What to do =
What lines of the data hold the string "that"? Pull each one out.

Provided data section start

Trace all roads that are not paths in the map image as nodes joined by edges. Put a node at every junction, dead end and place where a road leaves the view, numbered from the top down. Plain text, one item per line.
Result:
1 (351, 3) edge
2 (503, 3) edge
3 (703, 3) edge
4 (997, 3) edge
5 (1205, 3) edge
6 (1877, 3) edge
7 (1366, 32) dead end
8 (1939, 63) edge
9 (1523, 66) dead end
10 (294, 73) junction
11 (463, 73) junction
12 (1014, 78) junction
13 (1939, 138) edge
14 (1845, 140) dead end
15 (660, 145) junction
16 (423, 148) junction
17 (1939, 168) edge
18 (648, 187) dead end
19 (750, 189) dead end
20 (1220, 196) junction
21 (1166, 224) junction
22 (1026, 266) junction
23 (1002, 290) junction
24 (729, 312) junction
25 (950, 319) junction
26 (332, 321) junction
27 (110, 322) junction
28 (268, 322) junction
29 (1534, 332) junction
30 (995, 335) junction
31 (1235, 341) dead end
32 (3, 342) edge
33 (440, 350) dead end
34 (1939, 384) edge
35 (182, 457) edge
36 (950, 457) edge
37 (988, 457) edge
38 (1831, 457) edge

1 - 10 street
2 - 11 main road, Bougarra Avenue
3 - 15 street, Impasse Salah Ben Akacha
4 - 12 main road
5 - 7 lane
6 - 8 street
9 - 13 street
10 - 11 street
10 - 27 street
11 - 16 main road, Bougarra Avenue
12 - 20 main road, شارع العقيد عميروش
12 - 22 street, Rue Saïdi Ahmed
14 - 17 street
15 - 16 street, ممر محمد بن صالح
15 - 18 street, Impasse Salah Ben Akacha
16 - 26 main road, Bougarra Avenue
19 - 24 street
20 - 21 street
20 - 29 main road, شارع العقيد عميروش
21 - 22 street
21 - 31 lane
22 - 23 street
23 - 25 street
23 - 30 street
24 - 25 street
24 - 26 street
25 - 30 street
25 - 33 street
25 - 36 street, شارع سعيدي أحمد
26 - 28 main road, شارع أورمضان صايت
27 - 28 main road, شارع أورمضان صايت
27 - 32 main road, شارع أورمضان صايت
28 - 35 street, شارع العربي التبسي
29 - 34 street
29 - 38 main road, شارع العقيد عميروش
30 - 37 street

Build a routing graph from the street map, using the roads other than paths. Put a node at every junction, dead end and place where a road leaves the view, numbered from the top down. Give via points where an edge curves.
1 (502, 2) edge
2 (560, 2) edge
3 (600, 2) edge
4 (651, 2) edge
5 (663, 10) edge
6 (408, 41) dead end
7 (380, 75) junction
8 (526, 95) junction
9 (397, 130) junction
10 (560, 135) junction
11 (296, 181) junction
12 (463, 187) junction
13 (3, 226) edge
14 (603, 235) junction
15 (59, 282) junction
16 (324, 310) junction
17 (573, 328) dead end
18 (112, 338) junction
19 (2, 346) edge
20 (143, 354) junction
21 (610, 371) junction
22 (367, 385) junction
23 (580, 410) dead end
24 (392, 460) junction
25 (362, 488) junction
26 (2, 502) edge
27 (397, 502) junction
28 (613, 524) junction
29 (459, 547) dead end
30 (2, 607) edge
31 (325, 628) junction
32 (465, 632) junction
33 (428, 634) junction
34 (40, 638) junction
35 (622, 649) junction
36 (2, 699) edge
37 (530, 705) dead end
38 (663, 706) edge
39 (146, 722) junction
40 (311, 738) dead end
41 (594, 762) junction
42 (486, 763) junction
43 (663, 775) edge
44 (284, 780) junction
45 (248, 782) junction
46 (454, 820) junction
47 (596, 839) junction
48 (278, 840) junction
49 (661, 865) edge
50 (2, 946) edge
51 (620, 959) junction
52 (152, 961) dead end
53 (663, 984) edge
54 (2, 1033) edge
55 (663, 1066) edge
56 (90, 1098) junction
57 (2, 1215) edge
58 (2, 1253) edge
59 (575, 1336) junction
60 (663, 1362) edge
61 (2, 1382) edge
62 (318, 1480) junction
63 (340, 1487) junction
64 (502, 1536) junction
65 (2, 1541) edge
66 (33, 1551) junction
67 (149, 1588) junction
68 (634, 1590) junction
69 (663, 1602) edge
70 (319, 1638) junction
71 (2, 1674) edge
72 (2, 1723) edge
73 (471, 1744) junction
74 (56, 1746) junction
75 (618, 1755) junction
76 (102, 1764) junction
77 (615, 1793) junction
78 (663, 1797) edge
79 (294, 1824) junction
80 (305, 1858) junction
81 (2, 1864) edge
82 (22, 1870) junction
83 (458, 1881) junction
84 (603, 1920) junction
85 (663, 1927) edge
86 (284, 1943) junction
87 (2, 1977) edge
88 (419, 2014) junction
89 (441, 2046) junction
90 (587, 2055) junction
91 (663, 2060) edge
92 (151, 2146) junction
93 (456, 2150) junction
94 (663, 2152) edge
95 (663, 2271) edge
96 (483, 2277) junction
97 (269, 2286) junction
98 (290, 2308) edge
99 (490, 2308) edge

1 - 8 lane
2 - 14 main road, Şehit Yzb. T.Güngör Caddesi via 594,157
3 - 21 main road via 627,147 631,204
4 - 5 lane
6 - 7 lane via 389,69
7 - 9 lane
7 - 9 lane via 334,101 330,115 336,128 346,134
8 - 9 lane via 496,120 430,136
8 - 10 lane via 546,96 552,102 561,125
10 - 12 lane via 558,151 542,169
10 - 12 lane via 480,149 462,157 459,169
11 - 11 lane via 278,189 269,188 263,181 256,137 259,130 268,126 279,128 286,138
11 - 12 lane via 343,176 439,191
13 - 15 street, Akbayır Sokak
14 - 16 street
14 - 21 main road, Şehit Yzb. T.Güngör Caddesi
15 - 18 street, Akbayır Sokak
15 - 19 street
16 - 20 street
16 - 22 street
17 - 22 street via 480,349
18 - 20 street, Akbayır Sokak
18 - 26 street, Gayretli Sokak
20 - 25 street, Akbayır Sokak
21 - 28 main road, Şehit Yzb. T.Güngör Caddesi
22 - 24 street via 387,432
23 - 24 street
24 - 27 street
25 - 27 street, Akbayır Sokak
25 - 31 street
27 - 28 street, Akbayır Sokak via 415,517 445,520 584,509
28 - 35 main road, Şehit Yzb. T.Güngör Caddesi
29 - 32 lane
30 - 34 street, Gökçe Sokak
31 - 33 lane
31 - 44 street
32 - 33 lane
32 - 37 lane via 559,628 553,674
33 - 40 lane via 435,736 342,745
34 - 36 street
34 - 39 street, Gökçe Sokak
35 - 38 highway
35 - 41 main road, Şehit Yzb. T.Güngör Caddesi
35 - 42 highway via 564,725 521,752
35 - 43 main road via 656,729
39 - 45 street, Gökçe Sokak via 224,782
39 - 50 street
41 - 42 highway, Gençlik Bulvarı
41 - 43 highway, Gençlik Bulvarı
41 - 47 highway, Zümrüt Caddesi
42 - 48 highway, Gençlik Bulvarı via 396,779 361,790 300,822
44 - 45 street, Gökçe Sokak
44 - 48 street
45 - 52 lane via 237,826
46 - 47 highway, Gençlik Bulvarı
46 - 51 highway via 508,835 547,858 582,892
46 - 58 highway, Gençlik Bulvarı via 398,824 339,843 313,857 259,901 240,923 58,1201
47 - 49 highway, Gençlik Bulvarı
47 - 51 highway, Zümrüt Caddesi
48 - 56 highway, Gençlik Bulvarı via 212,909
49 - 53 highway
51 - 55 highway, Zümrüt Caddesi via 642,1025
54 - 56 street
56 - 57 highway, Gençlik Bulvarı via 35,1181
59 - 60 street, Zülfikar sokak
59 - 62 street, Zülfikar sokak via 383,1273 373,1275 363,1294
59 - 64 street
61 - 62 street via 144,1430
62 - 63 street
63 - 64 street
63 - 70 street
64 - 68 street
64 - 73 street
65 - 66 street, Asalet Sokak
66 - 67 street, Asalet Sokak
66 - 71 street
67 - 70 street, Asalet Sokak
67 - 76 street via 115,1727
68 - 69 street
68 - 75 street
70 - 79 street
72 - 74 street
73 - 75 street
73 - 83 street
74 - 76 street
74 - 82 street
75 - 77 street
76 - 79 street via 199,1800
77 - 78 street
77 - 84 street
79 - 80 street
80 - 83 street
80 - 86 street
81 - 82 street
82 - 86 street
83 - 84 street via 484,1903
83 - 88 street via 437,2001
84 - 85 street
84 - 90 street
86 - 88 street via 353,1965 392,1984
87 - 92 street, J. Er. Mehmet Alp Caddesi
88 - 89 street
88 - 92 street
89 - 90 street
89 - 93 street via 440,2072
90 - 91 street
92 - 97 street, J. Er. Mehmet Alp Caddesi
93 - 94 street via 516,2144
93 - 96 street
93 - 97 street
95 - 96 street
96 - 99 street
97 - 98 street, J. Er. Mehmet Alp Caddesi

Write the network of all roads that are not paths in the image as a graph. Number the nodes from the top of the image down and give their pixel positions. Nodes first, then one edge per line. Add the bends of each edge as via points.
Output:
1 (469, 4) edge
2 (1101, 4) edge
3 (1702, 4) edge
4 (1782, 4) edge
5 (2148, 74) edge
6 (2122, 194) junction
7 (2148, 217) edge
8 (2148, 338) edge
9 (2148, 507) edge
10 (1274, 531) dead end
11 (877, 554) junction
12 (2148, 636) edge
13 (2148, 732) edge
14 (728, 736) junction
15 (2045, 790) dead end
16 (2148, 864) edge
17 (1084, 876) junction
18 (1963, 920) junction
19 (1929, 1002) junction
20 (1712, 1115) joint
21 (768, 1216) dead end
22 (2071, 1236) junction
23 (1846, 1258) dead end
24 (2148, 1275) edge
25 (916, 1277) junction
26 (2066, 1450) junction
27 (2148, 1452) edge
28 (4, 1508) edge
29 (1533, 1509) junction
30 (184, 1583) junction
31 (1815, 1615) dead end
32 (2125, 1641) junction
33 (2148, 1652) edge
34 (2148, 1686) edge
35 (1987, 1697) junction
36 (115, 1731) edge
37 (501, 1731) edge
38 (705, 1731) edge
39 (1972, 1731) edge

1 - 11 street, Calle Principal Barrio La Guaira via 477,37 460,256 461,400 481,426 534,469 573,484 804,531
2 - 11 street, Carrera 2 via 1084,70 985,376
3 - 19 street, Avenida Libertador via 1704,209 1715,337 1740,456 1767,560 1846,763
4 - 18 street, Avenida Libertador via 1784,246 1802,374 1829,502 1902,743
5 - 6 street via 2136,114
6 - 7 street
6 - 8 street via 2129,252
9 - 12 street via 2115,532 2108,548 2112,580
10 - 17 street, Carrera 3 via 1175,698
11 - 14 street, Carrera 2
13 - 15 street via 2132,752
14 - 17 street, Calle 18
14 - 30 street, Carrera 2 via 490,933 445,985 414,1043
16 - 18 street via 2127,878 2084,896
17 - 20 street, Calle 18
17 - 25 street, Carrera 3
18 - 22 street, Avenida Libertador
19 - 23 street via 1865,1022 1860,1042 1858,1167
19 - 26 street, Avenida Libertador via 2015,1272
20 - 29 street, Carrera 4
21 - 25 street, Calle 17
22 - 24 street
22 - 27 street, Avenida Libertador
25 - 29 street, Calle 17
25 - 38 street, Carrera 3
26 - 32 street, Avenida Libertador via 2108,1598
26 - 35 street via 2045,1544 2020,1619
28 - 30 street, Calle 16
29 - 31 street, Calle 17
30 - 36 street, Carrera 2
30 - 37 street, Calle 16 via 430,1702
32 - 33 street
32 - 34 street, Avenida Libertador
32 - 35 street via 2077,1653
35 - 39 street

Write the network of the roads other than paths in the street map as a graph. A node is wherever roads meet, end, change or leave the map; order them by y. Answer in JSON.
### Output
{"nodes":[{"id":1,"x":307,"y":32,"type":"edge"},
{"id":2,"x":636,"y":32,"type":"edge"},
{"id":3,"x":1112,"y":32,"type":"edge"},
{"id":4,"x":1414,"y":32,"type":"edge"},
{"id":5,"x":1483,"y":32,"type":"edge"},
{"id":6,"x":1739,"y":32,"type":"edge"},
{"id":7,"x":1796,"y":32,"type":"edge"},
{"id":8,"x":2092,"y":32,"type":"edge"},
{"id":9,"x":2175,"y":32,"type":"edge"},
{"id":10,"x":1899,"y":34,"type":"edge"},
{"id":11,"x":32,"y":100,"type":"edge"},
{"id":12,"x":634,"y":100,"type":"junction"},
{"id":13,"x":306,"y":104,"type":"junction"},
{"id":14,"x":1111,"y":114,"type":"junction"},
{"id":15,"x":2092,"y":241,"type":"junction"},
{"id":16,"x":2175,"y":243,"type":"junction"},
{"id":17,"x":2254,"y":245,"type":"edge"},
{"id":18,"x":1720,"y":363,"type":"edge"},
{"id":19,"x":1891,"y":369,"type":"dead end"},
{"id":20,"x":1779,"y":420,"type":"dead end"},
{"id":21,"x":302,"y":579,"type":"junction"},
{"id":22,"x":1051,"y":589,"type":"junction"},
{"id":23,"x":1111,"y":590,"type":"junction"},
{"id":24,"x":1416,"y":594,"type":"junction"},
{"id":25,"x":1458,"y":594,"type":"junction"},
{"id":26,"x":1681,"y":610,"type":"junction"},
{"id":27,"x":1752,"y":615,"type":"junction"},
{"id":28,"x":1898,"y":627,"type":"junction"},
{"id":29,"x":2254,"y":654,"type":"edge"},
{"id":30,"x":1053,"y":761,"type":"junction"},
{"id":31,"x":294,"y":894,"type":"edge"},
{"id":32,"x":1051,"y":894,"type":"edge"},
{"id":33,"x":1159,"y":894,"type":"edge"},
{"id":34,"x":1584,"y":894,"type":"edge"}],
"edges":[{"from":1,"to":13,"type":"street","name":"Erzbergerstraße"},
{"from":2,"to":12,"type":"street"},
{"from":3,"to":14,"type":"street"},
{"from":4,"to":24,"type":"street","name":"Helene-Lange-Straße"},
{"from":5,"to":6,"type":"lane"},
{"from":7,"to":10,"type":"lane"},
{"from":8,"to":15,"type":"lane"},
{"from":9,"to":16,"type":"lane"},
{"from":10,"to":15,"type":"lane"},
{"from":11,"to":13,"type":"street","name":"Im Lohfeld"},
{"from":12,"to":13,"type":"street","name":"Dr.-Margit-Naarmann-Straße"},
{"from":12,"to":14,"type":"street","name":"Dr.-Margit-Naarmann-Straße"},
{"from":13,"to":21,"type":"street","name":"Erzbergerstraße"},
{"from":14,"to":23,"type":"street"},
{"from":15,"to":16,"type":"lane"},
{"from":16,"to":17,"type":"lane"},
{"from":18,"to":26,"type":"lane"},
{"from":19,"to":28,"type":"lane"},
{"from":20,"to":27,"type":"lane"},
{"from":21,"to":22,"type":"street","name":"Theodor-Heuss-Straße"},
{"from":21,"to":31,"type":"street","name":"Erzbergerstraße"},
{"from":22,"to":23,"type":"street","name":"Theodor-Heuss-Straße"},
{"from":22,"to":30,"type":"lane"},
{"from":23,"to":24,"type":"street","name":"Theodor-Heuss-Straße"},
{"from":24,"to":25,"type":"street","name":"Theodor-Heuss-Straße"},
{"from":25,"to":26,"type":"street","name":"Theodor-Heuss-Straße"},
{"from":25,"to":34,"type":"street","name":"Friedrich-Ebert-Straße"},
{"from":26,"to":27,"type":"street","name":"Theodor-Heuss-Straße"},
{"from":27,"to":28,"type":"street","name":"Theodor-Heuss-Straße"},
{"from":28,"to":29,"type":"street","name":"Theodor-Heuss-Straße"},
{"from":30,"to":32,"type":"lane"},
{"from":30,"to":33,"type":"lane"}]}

Provided data section end

Solution to this problem =
Trace all roads that are not paths in the map image as nodes joined by edges. Put a node at every junction, dead end and place where a road leaves the view, numbered from the top down. Plain text, one item per line.
Write the network of all roads that are not paths in the image as a graph. Number the nodes from the top of the image down and give their pixel positions. Nodes first, then one edge per line. Add the bends of each edge as via points.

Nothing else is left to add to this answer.